Article • 3 min read
Enhancing the agent experience with contextual workspaces
Av Julie Yee, Senior product marketing manager
Senast uppdaterad September 21, 2021
Customers want personalized support, but they also want quick support. These are two needs that don’t always go hand-in-hand.
When a customer reaches out for support, the agent typically needs a plethora of information to tailor the support to said customer. The agent might even need to reach out to different departments for added details.
The extra steps can bog down the speed of an interaction and leave a customer frustrated by how long it takes. What an agent needs is all the customer’s relevant details immediately at their fingertips, combined with the right apps and tools they need to get the job done.

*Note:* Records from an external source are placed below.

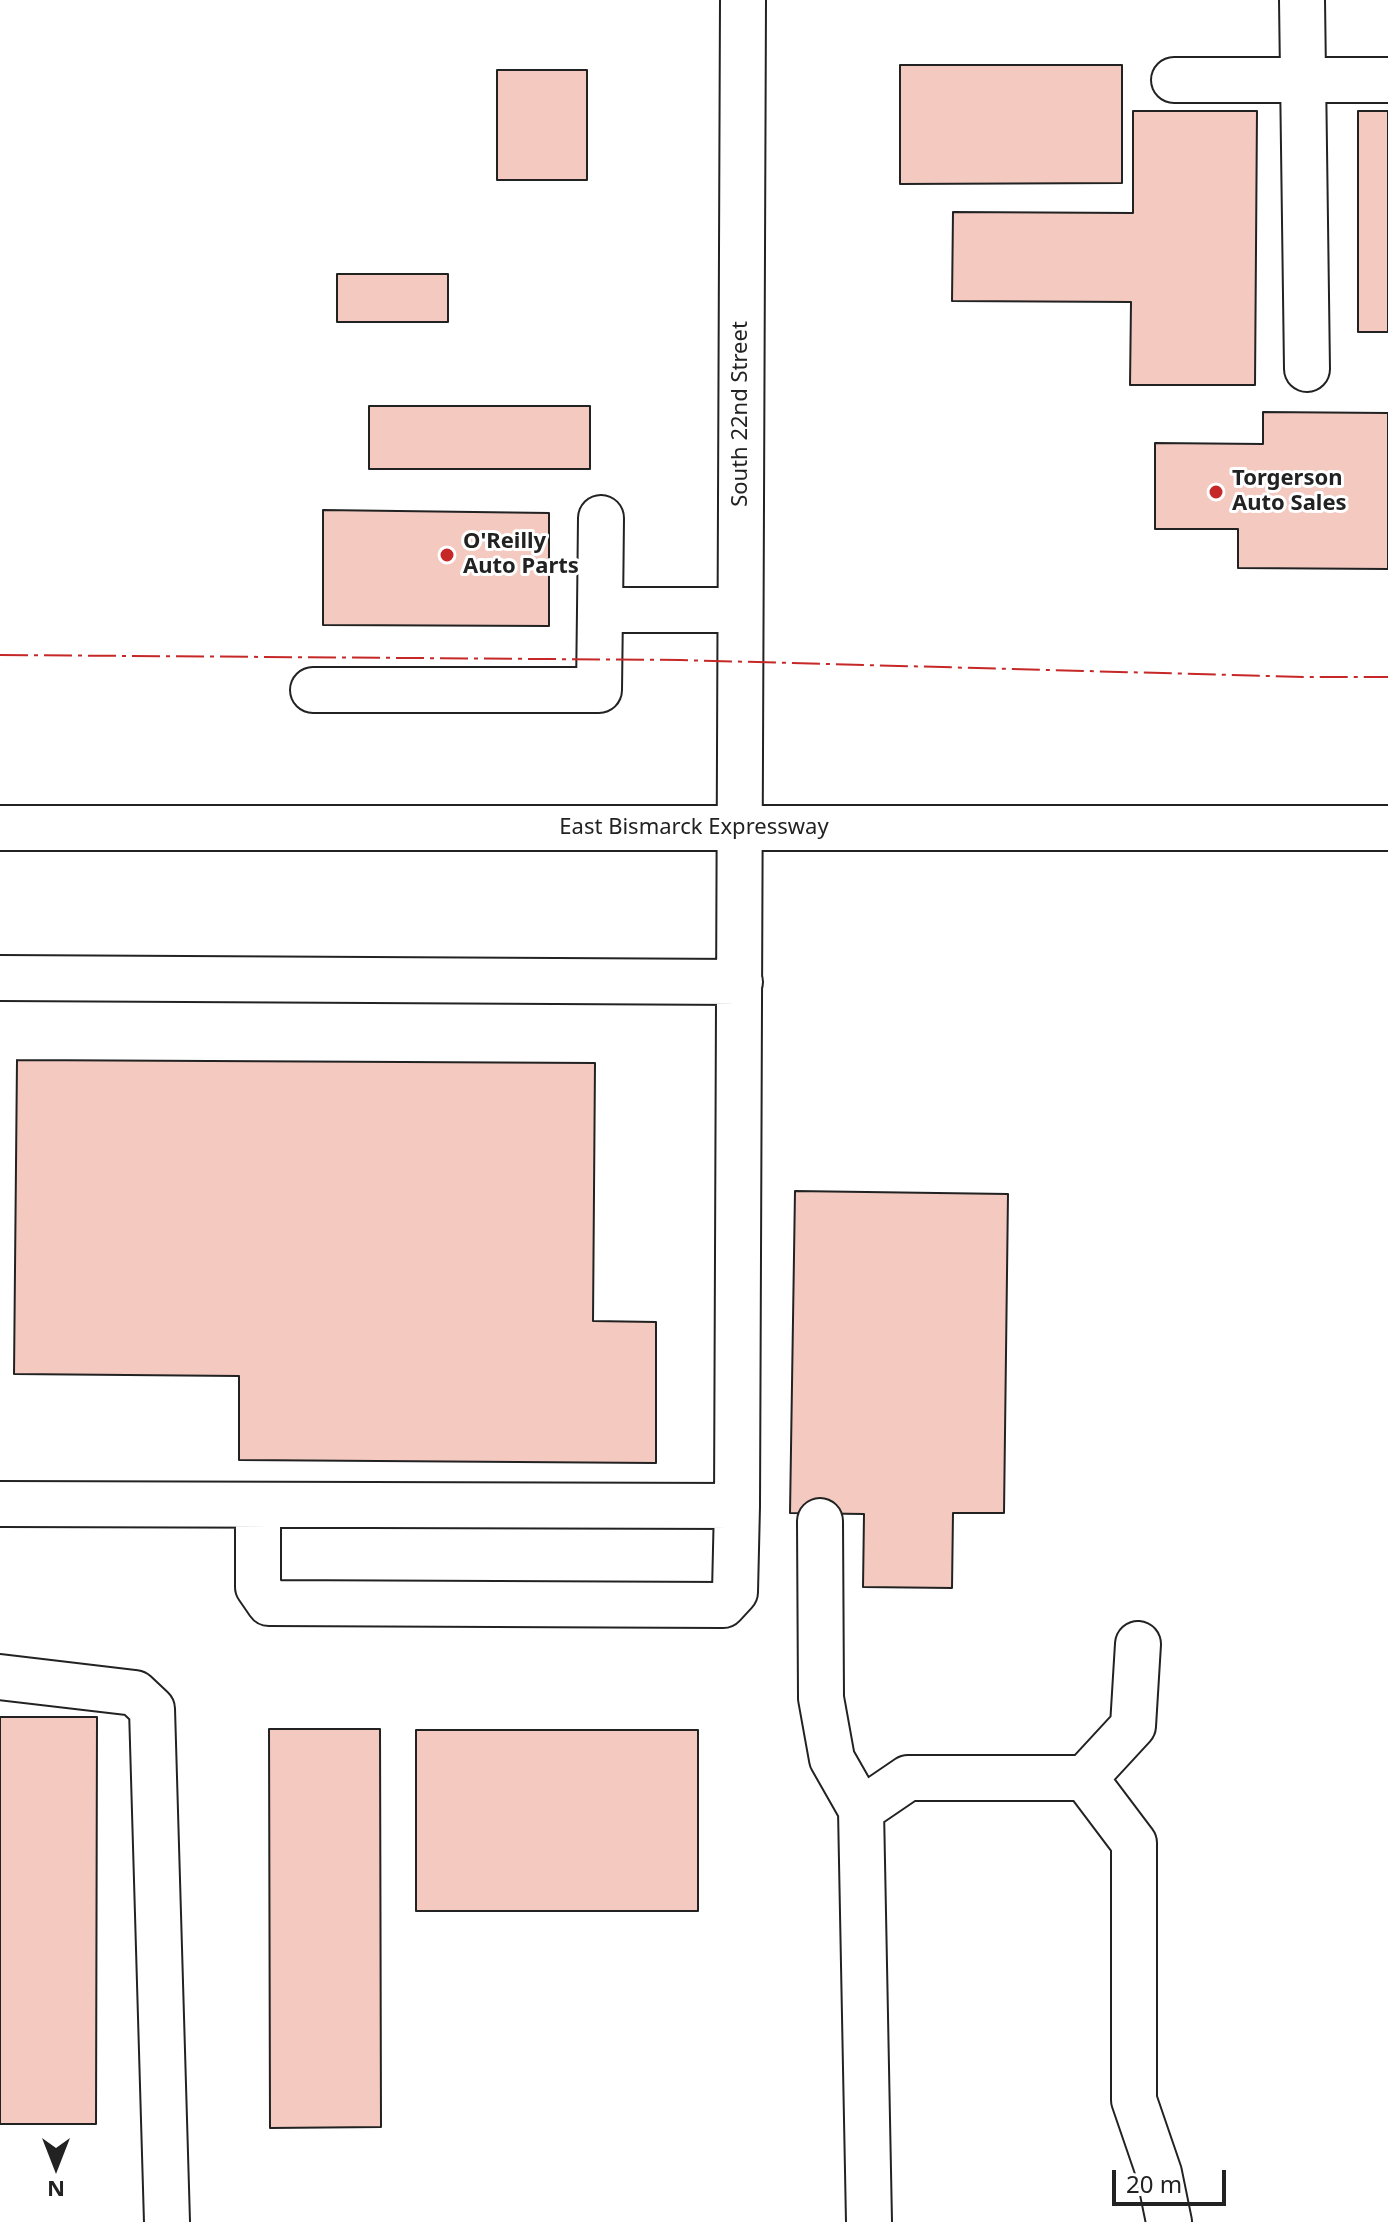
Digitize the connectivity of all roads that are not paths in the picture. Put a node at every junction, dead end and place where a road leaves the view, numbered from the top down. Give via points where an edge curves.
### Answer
1 (743, 0) edge
2 (1302, 0) edge
3 (1174, 80) dead end
4 (1303, 80) junction
5 (1388, 80) edge
6 (1307, 369) dead end
7 (601, 518) dead end
8 (600, 610) junction
9 (740, 610) junction
10 (313, 690) dead end
11 (0, 828) edge
12 (741, 828) junction
13 (1388, 828) edge
14 (0, 978) edge
15 (740, 982) junction
16 (0, 1504) edge
17 (258, 1506) junction
18 (737, 1506) junction
19 (820, 1521) dead end
20 (1138, 1644) dead end
21 (0, 1677) edge
22 (1085, 1778) junction
23 (861, 1810) junction
24 (167, 2222) edge
25 (869, 2222) edge
26 (1169, 2222) edge

1 - 9 main road, South 22nd Street
2 - 4 main road
3 - 4 main road
4 - 5 main road
4 - 6 main road
7 - 8 main road
8 - 9 main road
8 - 10 main road via 599,690
9 - 12 main road, South 22nd Street
11 - 12 main road, East Bismarck Expressway
12 - 13 main road, East Bismarck Expressway
12 - 15 main road, South 22nd Street
14 - 15 main road
15 - 18 main road, South 22nd Street
16 - 17 main road
17 - 18 main road
17 - 18 main road, South 22nd Street via 258,1587 269,1603 723,1605 735,1592
19 - 23 main road via 821,1698 832,1759
20 - 22 main road via 1133,1726
21 - 24 main road via 135,1693 152,1709
22 - 23 main road via 908,1778
22 - 26 main road via 1134,1843 1134,2100
23 - 25 main road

Having that helps to stave off overly clunky interfaces, confusion over processes, and even agent turnover. To ensure that the right elements of support are streamlined for an optimal agent experience, agents need a contextual workspace.
What’s a contextual workspace?
A contextual workspace is a customizable interface designed to give agents the right information and workflow options for handling specific customer requests. The key word here is “contextual”—depending on the situation, the agent’s interface changes to accommodate the customer’s inquiry. At Zendesk, we’ve found that three primary features an agent uses to help the customer include ticket forms, macros, and apps.
Ticket forms
As support agents work, they need customers to fill out specific forms that pertain to the business rules they’ve set up for their workflow. For example: a customer initiating a return of an item will have to fill out information regarding their order, like the product and reason for the return. This is different than a customer having issue with a buggy user experience, which would involve capturing timely information about how they used the product and other technical factors.
Both of those would involve different forms for the customers to fill out—they don’t need to see forms asking for irrelevant information in their workspace. And if agents utilize apps to help capture the information they need, only those that are designated to “within context” of an inquiry would be utilized.
More macros, more problems
Agents frequently utilize macros to deliver quick responses for timely support. The issue with handling lots of different customer needs means there could be lots of macros to sort through.
Having quick access to relevant macros is a necessity in large companies as it directly affects the productivity of agents, and thus the quality of support. Agents don’t need to be bogged down by unnecessary macros, which may have inaccurate information like outdated links or promotions. Within a contextual workspace, only the macros that are relevant to a customer’s inquiry are displayed, making it easier to tell if they’re accurate and helpful.
Another useful part of macro management is how administrators can be proactive with them – if they’re anticipating issues with an upcoming event (like a big sale, feature update, or product release), admins can foresee which macros will be needed for specific scenarios and set up their agents for efficient responses.
Relevant apps every time
The plethora of applications that an agent uses in their workflow can clutter the agent interface, especially as the support they offer becomes increasingly complex. These apps are designed to improve productivity, highlight critical workflow information, and give agents the right context to a customer’s issue.
A contextual workspace collapses the apps that aren’t relevant to a customer’s inquiry – only those that can help resolve the task at hand are shown. We offer hundreds of these apps to accommodate nearly every support need, but it’s a much better agent experience when the ones an agent needs are front and center.
Context is key
Company growth that comes with success can occasionally feel like the saying “be careful what you wish for”—but really, it’s more like “go for what you want, but be aware of what it entails”. Clunky, overcrowded agent interfaces are a reality of growing support organizations.
Luckily, keeping those interfaces within their context ensures that agents can still provide the fast, personalized support their customers are looking for.